The main purpose of this study is to synthesis prochiral piperazine derivatives. To explore initially the conditions which transformed into chiral piperazine derivatives through microbial screening, to prove whether they have activity through bioactivity test; and to explore more synthesis routes for our following work.In this study, we used ethoxycarbonyl as a protection group, and chose acetophenone compounds (acetophenone, p-Methoxyacetophenone, p-fluoroacetophenone and 2,4-difluoroacetophenone) as piperazine prochiral group to synthesized a series of prochiral piperazine derivatives. At the same time we tested anticancer activity of the compounds such as 1-ethoxycarbonyl-4-acetophenonepiperazine dihydrobrohide. Moreover we initially explored the synthetic routes of many compounds such as 2-methylpiperazine, mandelic acid and 1-epoxypropylpiperazine.1. 20 compounds have been prepared in this thesis, 2 of which have never reported. 17 of them can be used for microbialtransformation from the point of structural analysis.2. As the method is simple, easy, and with relatively high yield, it is of good use in industry.3. A series of compounds such as 1-ethoxycarbonyl-4-acetophenonepiperazine dihydrobrohide have good inhibition ratio on human lung adenocarcinoma cell line A549, whose ID₅₀ were all within 37.5(umol/L). Especially 1-ethoxycarbonyl-4-(2,4 -difluoro-acetophenone)-piperazine dihydrobrohide is more active than any other compounds. The inhibition rate has reached 38.5% when the concentration is only 2.344μmol/L, and the more the concentration increase the more the inhibition rate increase quickly.
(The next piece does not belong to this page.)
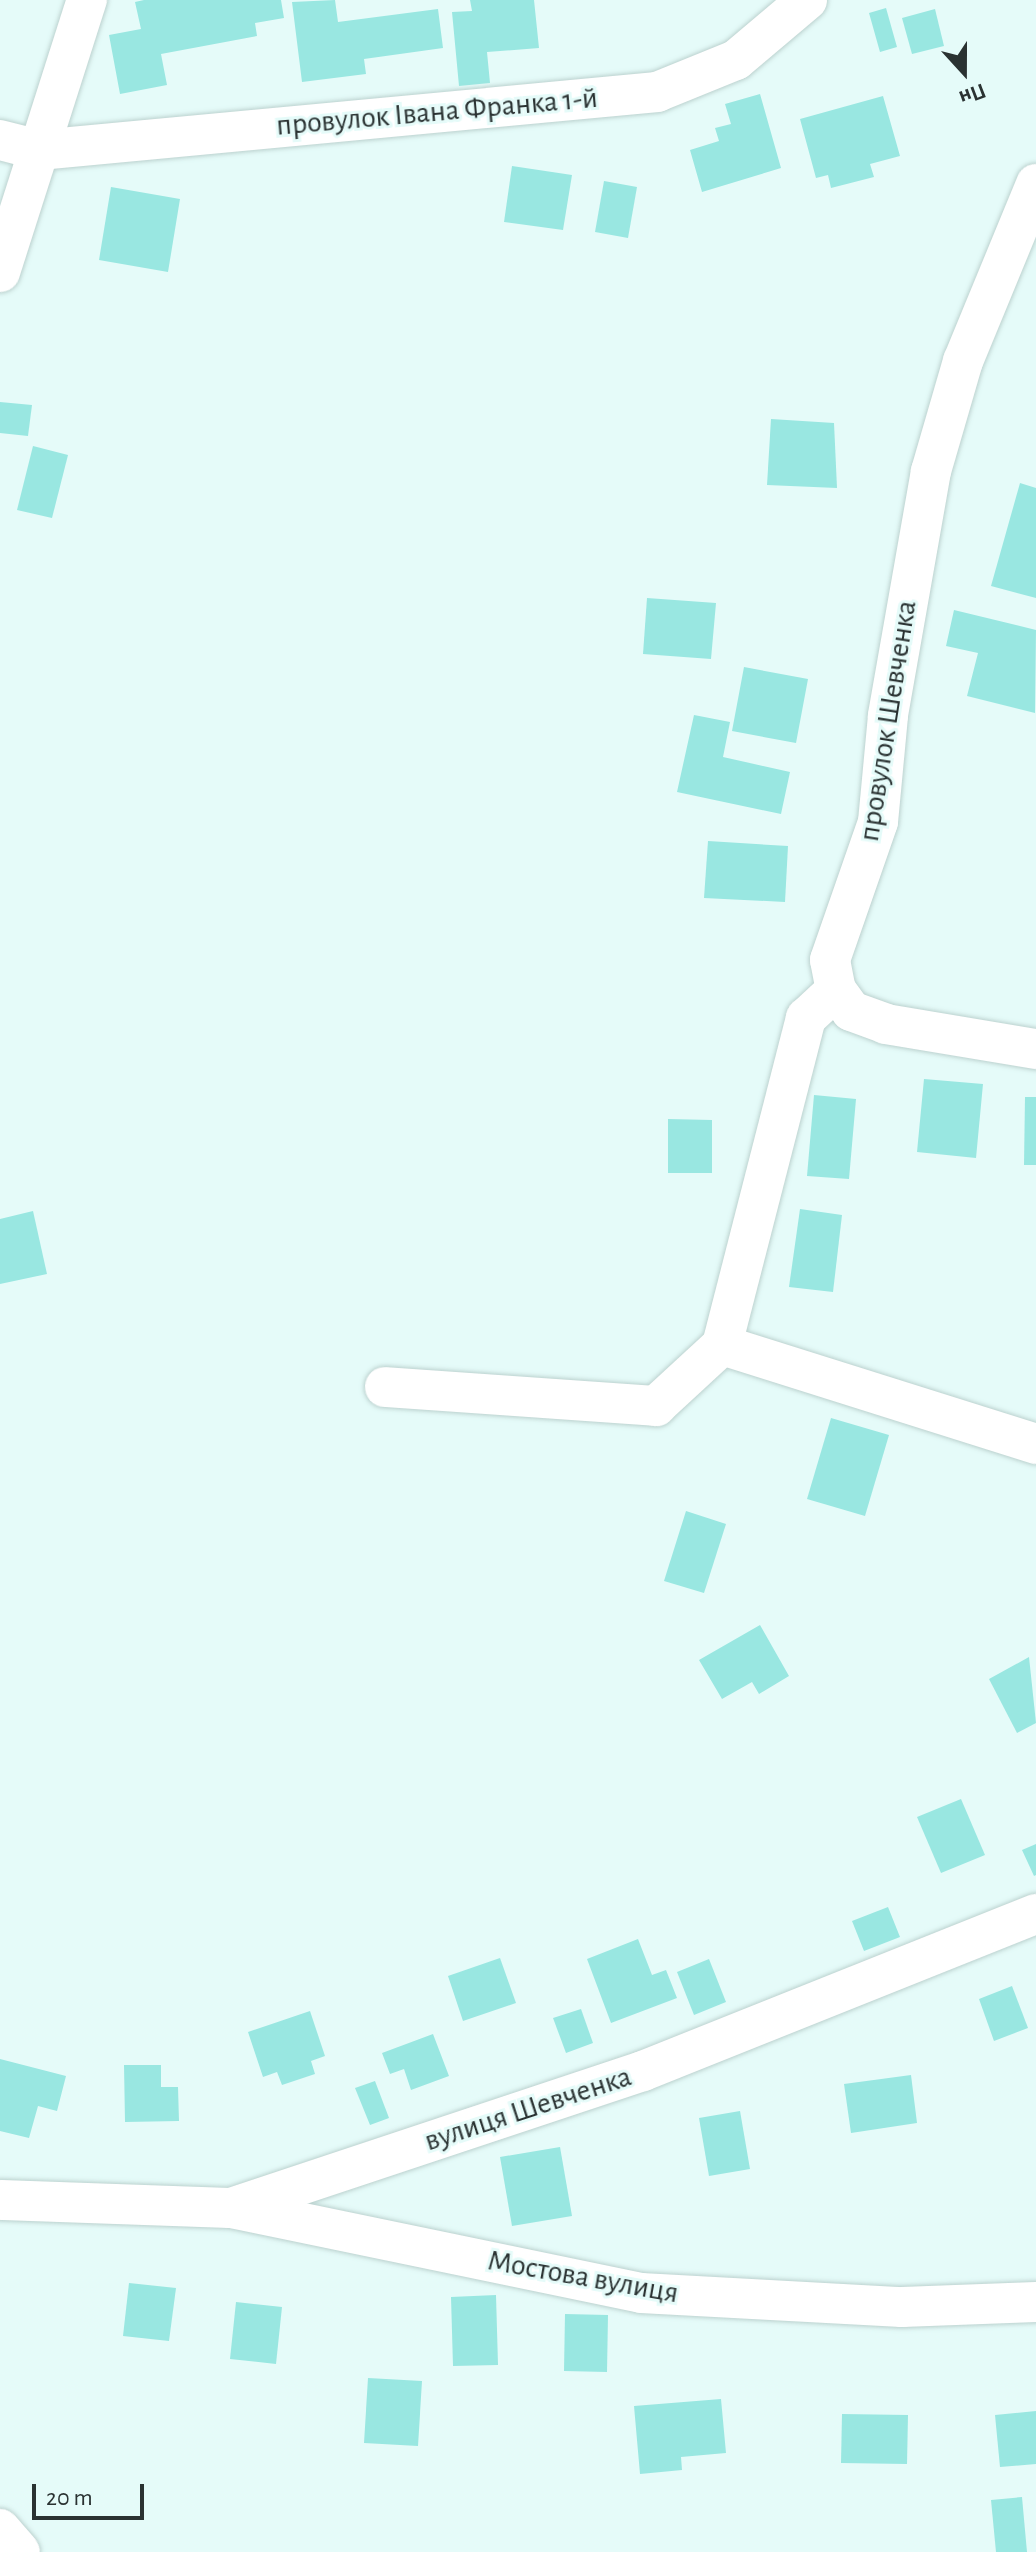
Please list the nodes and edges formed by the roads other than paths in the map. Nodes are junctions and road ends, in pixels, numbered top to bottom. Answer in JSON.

Most cells were inhibited when the concentration is 9.375μmol/L. So some of these compounds have shown the potential value of anti-cancer medicinal. It may be able to improve the antitumor activity of pyridonecarboxylic acids. The results of this parts have never reported.4. Through the microbialtransformation, we got benzoic acid. But it was not the product which we expected. So further screening of microorganism is needed. We obtained one of the products through the alkaline hydrolysis method, but this method still not applicable because of the low yield. The acidic hydrolysis can be tested in futrue.5. 1-Acetyl-3-methylpiperazine, 1-Benzoyl-3-methylpiperazine, Ethylmandelate and 1-oxiranylmethylpiperazine etc. which we synthetized can all be used for microbialtransformation. These three routes are also promising.